With so much going around these two disciplines, we have listed a few keywords & buzzwords that you should know if you are into Data Science and AI.
Big Data
Big data is a field that treats ways to analyze, systematically extract information from, or otherwise, deal with data sets that are too large or complex to be dealt with by traditional data-processing application software.
Machine learning
Machine learning is the study of computer algorithms that can improve automatically through experience and by the use of data. It is seen as a part of artificial intelligence.
Supervised learning
Supervised learning is the machine learning task of learning a function that maps an input to an output based on example input-output pairs.

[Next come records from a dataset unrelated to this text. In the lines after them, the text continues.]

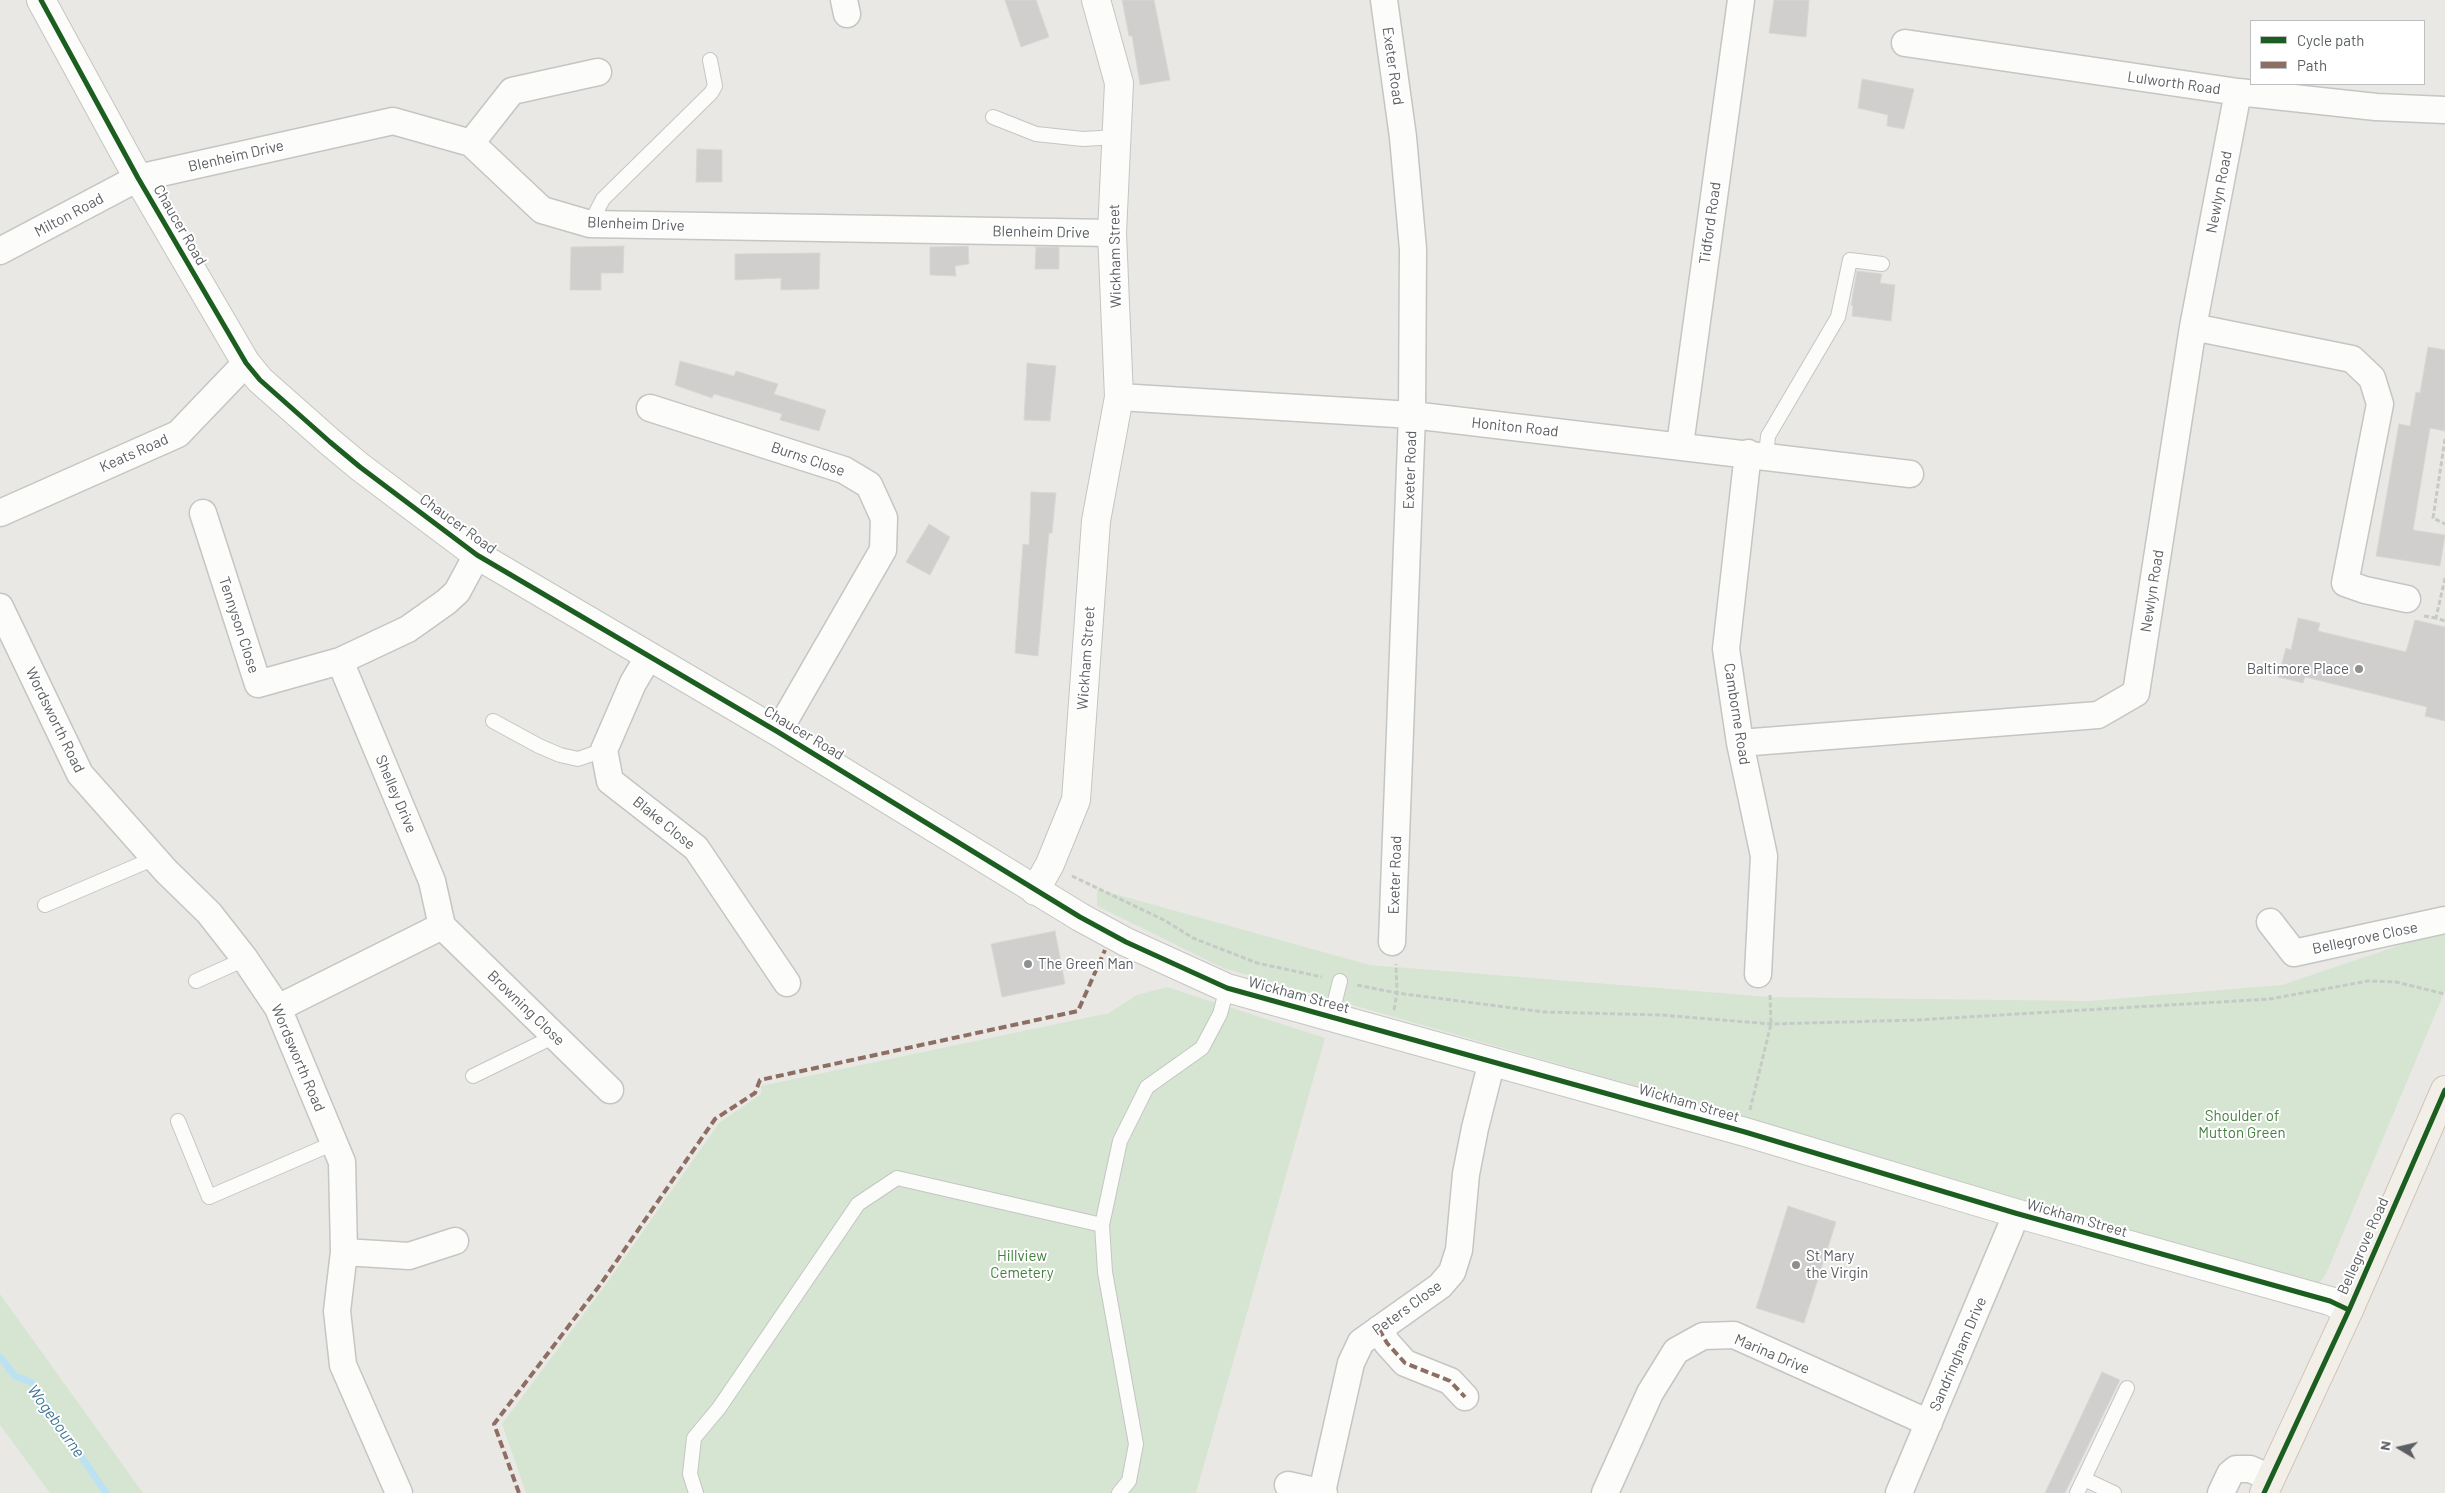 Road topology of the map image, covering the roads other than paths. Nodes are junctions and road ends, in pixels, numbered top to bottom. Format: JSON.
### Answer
{"nodes":[{"id":1,"x":42,"y":0,"type":"edge"},
{"id":2,"x":1096,"y":0,"type":"edge"},
{"id":3,"x":1384,"y":0,"type":"edge"},
{"id":4,"x":1741,"y":0,"type":"edge"},
{"id":5,"x":1905,"y":43,"type":"dead end"},
{"id":6,"x":710,"y":60,"type":"dead end"},
{"id":7,"x":598,"y":72,"type":"dead end"},
{"id":8,"x":2238,"y":92,"type":"junction"},
{"id":9,"x":2445,"y":110,"type":"edge"},
{"id":10,"x":993,"y":116,"type":"dead end"},
{"id":11,"x":1117,"y":137,"type":"junction"},
{"id":12,"x":470,"y":143,"type":"junction"},
{"id":13,"x":138,"y":178,"type":"junction"},
{"id":14,"x":590,"y":224,"type":"junction"},
{"id":15,"x":1112,"y":233,"type":"junction"},
{"id":16,"x":0,"y":251,"type":"edge"},
{"id":17,"x":1882,"y":264,"type":"dead end"},
{"id":18,"x":2193,"y":327,"type":"junction"},
{"id":19,"x":246,"y":363,"type":"junction"},
{"id":20,"x":1119,"y":397,"type":"junction"},
{"id":21,"x":650,"y":408,"type":"dead end"},
{"id":22,"x":1412,"y":415,"type":"junction"},
{"id":23,"x":1680,"y":445,"type":"junction"},
{"id":24,"x":1757,"y":455,"type":"junction"},
{"id":25,"x":1910,"y":474,"type":"dead end"},
{"id":26,"x":0,"y":513,"type":"edge"},
{"id":27,"x":203,"y":513,"type":"dead end"},
{"id":28,"x":477,"y":555,"type":"junction"},
{"id":29,"x":2407,"y":600,"type":"dead end"},
{"id":30,"x":0,"y":607,"type":"edge"},
{"id":31,"x":649,"y":656,"type":"junction"},
{"id":32,"x":340,"y":662,"type":"junction"},
{"id":33,"x":493,"y":721,"type":"dead end"},
{"id":34,"x":778,"y":732,"type":"junction"},
{"id":35,"x":1740,"y":743,"type":"junction"},
{"id":36,"x":604,"y":750,"type":"junction"},
{"id":37,"x":155,"y":858,"type":"junction"},
{"id":38,"x":1035,"y":891,"type":"junction"},
{"id":39,"x":45,"y":905,"type":"dead end"},
{"id":40,"x":2445,"y":920,"type":"edge"},
{"id":41,"x":2270,"y":922,"type":"dead end"},
{"id":42,"x":442,"y":926,"type":"junction"},
{"id":43,"x":1392,"y":942,"type":"dead end"},
{"id":44,"x":245,"y":959,"type":"junction"},
{"id":45,"x":1758,"y":974,"type":"road end"},
{"id":46,"x":196,"y":981,"type":"dead end"},
{"id":47,"x":1340,"y":981,"type":"road end"},
{"id":48,"x":788,"y":983,"type":"dead end"},
{"id":49,"x":1227,"y":988,"type":"junction"},
{"id":50,"x":278,"y":1008,"type":"junction"},
{"id":51,"x":1331,"y":1017,"type":"junction"},
{"id":52,"x":555,"y":1036,"type":"junction"},
{"id":53,"x":1492,"y":1061,"type":"junction"},
{"id":54,"x":473,"y":1076,"type":"dead end"},
{"id":55,"x":610,"y":1090,"type":"dead end"},
{"id":56,"x":2445,"y":1090,"type":"edge"},
{"id":57,"x":178,"y":1121,"type":"dead end"},
{"id":58,"x":334,"y":1143,"type":"junction"},
{"id":59,"x":2015,"y":1214,"type":"junction"},
{"id":60,"x":1102,"y":1225,"type":"junction"},
{"id":61,"x":455,"y":1240,"type":"dead end"},
{"id":62,"x":344,"y":1252,"type":"junction"},
{"id":63,"x":2349,"y":1310,"type":"junction"},
{"id":64,"x":1379,"y":1329,"type":"junction"},
{"id":65,"x":2127,"y":1388,"type":"dead end"},
{"id":66,"x":1465,"y":1397,"type":"dead end"},
{"id":67,"x":1929,"y":1423,"type":"junction"},
{"id":68,"x":2084,"y":1479,"type":"junction"},
{"id":69,"x":1288,"y":1485,"type":"dead end"},
{"id":70,"x":2267,"y":1486,"type":"edge"},
{"id":71,"x":398,"y":1493,"type":"edge"},
{"id":72,"x":696,"y":1493,"type":"edge"},
{"id":73,"x":1119,"y":1493,"type":"edge"},
{"id":74,"x":1323,"y":1493,"type":"edge"},
{"id":75,"x":1605,"y":1493,"type":"edge"},
{"id":76,"x":1899,"y":1493,"type":"edge"},
{"id":77,"x":2077,"y":1493,"type":"edge"},
{"id":78,"x":2114,"y":1493,"type":"edge"},
{"id":79,"x":2221,"y":1493,"type":"edge"}],
"edges":[{"from":1,"to":13,"type":"street","name":"Chaucer Road"},
{"from":2,"to":11,"type":"street","name":"Wickham Street"},
{"from":3,"to":22,"type":"street","name":"Exeter Road"},
{"from":4,"to":23,"type":"street","name":"Tidford Road"},
{"from":5,"to":8,"type":"street","name":"Lulworth Road"},
{"from":6,"to":14,"type":"lane"},
{"from":7,"to":12,"type":"street"},
{"from":8,"to":9,"type":"street","name":"Lulworth Road"},
{"from":8,"to":18,"type":"street","name":"Newlyn Road"},
{"from":10,"to":11,"type":"lane"},
{"from":11,"to":15,"type":"street","name":"Wickham Street"},
{"from":12,"to":13,"type":"street","name":"Blenheim Drive"},
{"from":12,"to":14,"type":"street","name":"Blenheim Drive"},
{"from":13,"to":16,"type":"street","name":"Milton Road"},
{"from":13,"to":19,"type":"street","name":"Chaucer Road"},
{"from":14,"to":15,"type":"street","name":"Blenheim Drive"},
{"from":15,"to":20,"type":"street","name":"Wickham Street"},
{"from":17,"to":24,"type":"lane"},
{"from":18,"to":29,"type":"street"},
{"from":18,"to":35,"type":"street","name":"Newlyn Road"},
{"from":19,"to":26,"type":"street","name":"Keats Road"},
{"from":19,"to":28,"type":"street","name":"Chaucer Road"},
{"from":20,"to":22,"type":"street","name":"Honiton Road"},
{"from":20,"to":38,"type":"street","name":"Wickham Street"},
{"from":21,"to":34,"type":"street","name":"Burns Close"},
{"from":22,"to":23,"type":"street","name":"Honiton Road"},
{"from":22,"to":43,"type":"street","name":"Exeter Road"},
{"from":23,"to":24,"type":"street","name":"Honiton Road"},
{"from":24,"to":25,"type":"street","name":"Honiton Road"},
{"from":24,"to":35,"type":"street","name":"Camborne Road"},
{"from":27,"to":32,"type":"street","name":"Tennyson Close"},
{"from":28,"to":31,"type":"street","name":"Chaucer Road"},
{"from":28,"to":32,"type":"street"},
{"from":30,"to":37,"type":"street","name":"Wordsworth Road"},
{"from":31,"to":34,"type":"street","name":"Chaucer Road"},
{"from":31,"to":36,"type":"street"},
{"from":32,"to":42,"type":"street","name":"Shelley Drive"},
{"from":33,"to":36,"type":"lane"},
{"from":34,"to":38,"type":"street","name":"Chaucer Road"},
{"from":35,"to":45,"type":"street","name":"Camborne Road"},
{"from":36,"to":48,"type":"street","name":"Blake Close"},
{"from":37,"to":39,"type":"lane"},
{"from":37,"to":44,"type":"street","name":"Wordsworth Road"},
{"from":38,"to":49,"type":"street","name":"Wickham Street"},
{"from":40,"to":41,"type":"street","name":"Bellegrove Close"},
{"from":42,"to":50,"type":"street"},
{"from":42,"to":52,"type":"street","name":"Browning Close"},
{"from":44,"to":46,"type":"lane"},
{"from":44,"to":50,"type":"street","name":"Wordsworth Road"},
{"from":47,"to":51,"type":"lane"},
{"from":49,"to":51,"type":"street","name":"Wickham Street"},
{"from":49,"to":60,"type":"lane"},
{"from":50,"to":58,"type":"street","name":"Wordsworth Road"},
{"from":51,"to":53,"type":"street","name":"Wickham Street"},
{"from":52,"to":54,"type":"lane"},
{"from":52,"to":55,"type":"street","name":"Browning Close"},
{"from":53,"to":59,"type":"street","name":"Wickham Street"},
{"from":53,"to":64,"type":"street","name":"Peters Close"},
{"from":56,"to":63,"type":"main road","name":"Bellegrove Road"},
{"from":57,"to":58,"type":"lane"},
{"from":58,"to":62,"type":"street","name":"Wordsworth Road"},
{"from":59,"to":63,"type":"street","name":"Wickham Street"},
{"from":59,"to":67,"type":"street","name":"Sandringham Drive"},
{"from":60,"to":72,"type":"lane"},
{"from":60,"to":73,"type":"lane"},
{"from":61,"to":62,"type":"street"},
{"from":62,"to":71,"type":"street","name":"Wordsworth Road"},
{"from":63,"to":70,"type":"main road","name":"Bellegrove Road"},
{"from":64,"to":66,"type":"street"},
{"from":64,"to":74,"type":"street","name":"Peters Close"},
{"from":65,"to":68,"type":"lane"},
{"from":67,"to":75,"type":"street","name":"Marina Drive"},
{"from":67,"to":76,"type":"street","name":"Sandringham Drive"},
{"from":68,"to":77,"type":"lane"},
{"from":68,"to":78,"type":"lane"},
{"from":69,"to":74,"type":"street","name":"Peters Close"},
{"from":70,"to":79,"type":"street"}]}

It infers a function from labeled training data consisting of a set of training examples.
Unsupervised Learning
Unsupervised learning is a type of machine learning in which the algorithm is not provided with any pre-assigned labels or scores for the training data. As a result, unsupervised learning algorithms must first self-discover any naturally occurring patterns in that training data set.
Reinforcement Learning
Reinforcement learning is an area of machine learning concerned with how intelligent agents ought to take actions in an environment in order to maximize the notion of cumulative reward. Reinforcement learning is one of three basic machine learning paradigms, alongside supervised learning and unsupervised learning.
Natural Language Processing
Natural language processing is a subfield of linguistics, computer science, and artificial intelligence concerned with the interactions between computers and human language, in particular how to program computers to process and analyze large amounts of natural language data.
Deep Learning
Deep learning is part of a broader family of machine learning methods based on artificial neural networks with representation learning. Deep learning is an important element of data science, which includes statistics and predictive modeling. It is extremely beneficial to data scientists who are tasked with collecting, analyzing and interpreting large amounts of data; deep learning makes this process faster and easier.
Predictive Analytics
Predictive analytics encompasses a variety of statistical techniques from data mining, predictive modelling, and machine learning that analyze current and historical facts to make predictions about future or otherwise unknown events.
Real-Time Analytics
Real-time data is information that is delivered immediately after collection. There is no delay in the timeliness of the information provided. Real-time data is often used for navigation or tracking.
Bonus: Buzzwords
Feature Engineering
Feature engineering is the process of using domain knowledge to extract features from raw data. A feature is a property shared by independent units on which analysis or prediction is to be done. Features are used by predictive models and influence results.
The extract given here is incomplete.